Material for the task Block Start
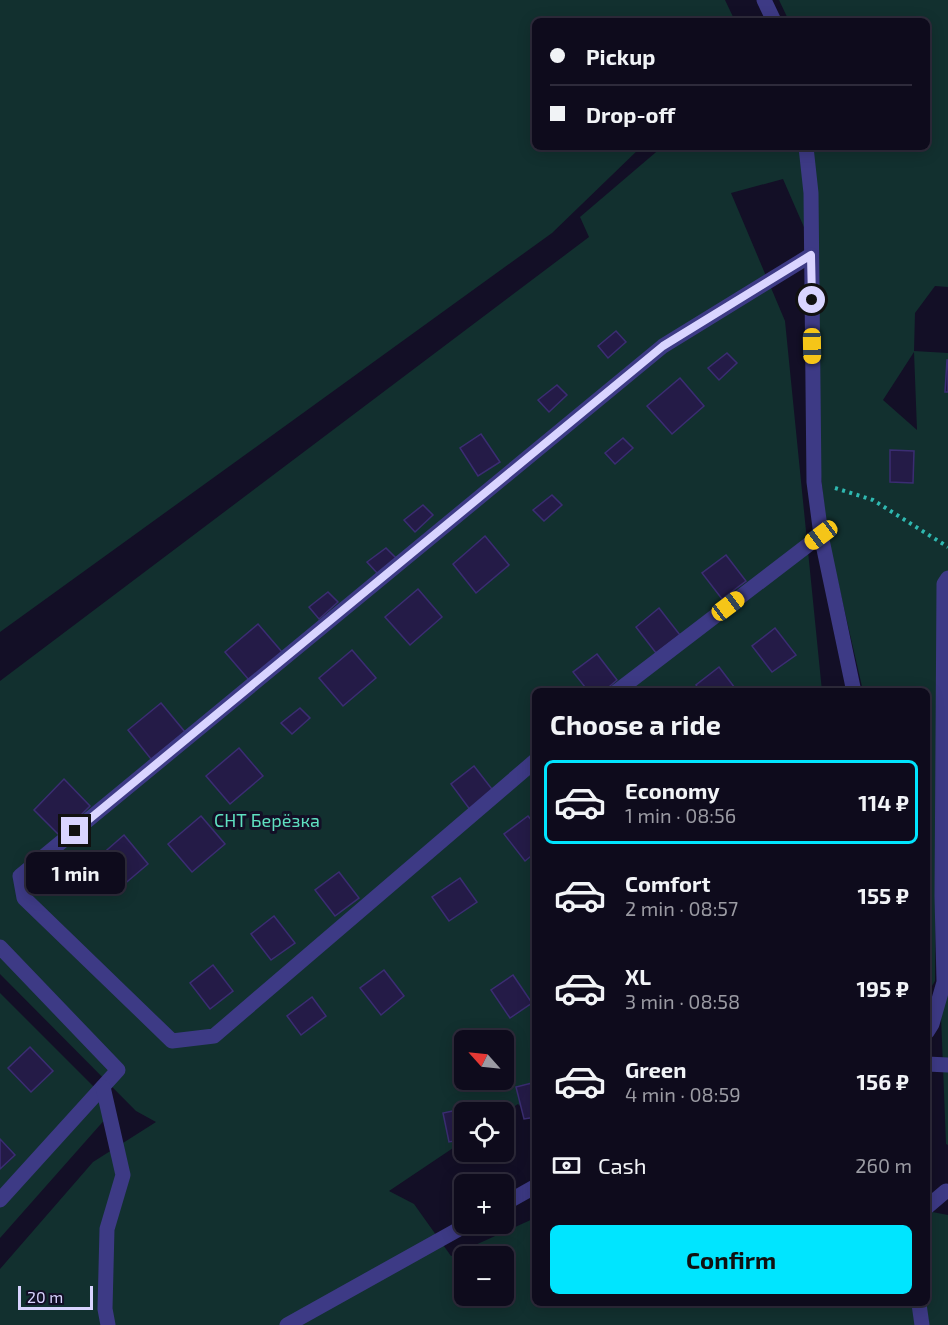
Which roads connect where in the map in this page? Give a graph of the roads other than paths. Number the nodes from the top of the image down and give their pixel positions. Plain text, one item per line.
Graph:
1 (764, 0) edge
2 (773, 18) edge
3 (806, 150) edge
4 (811, 255) junction
5 (821, 535) junction
6 (948, 578) edge
7 (621, 688) edge
8 (853, 688) edge
9 (945, 726) edge
10 (532, 763) edge
11 (945, 896) edge
12 (0, 947) edge
13 (930, 1027) edge
14 (930, 1064) edge
15 (948, 1065) edge
16 (103, 1087) junction
17 (532, 1188) edge
18 (930, 1189) edge
19 (947, 1192) edge
20 (514, 1198) edge
21 (0, 1200) edge
22 (930, 1205) edge
23 (454, 1232) edge
24 (919, 1306) edge
25 (108, 1325) edge
26 (288, 1325) edge
27 (922, 1325) edge

1 - 2 street
3 - 4 street
4 - 5 street
4 - 10 street
5 - 7 street
5 - 8 street
6 - 9 street
9 - 11 street
11 - 13 street
12 - 16 street
14 - 15 street
16 - 21 street
16 - 25 street
17 - 20 street
18 - 19 street
19 - 22 street
23 - 26 street
24 - 27 street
Material for the task Block End
Retype the whole listing word for word. Skip the pictures.

Which roads connect where in the map in this page? Give a graph of the roads other than paths. Number the nodes from the top of the image down and give their pixel positions. Plain text, one item per line.
Graph:
1 (764, 0) edge
2 (773, 18) edge
3 (806, 150) edge
4 (811, 255) junction
5 (821, 535) junction
6 (948, 578) edge
7 (621, 688) edge
8 (853, 688) edge
9 (945, 726) edge
10 (532, 763) edge
11 (945, 896) edge
12 (0, 947) edge
13 (930, 1027) edge
14 (930, 1064) edge
15 (948, 1065) edge
16 (103, 1087) junction
17 (532, 1188) edge
18 (930, 1189) edge
19 (947, 1192) edge
20 (514, 1198) edge
21 (0, 1200) edge
22 (930, 1205) edge
23 (454, 1232) edge
24 (919, 1306) edge
25 (108, 1325) edge
26 (288, 1325) edge
27 (922, 1325) edge

1 - 2 street
3 - 4 street
4 - 5 street
4 - 10 street
5 - 7 street
5 - 8 street
6 - 9 street
9 - 11 street
11 - 13 street
12 - 16 street
14 - 15 street
16 - 21 street
16 - 25 street
17 - 20 street
18 - 19 street
19 - 22 street
23 - 26 street
24 - 27 street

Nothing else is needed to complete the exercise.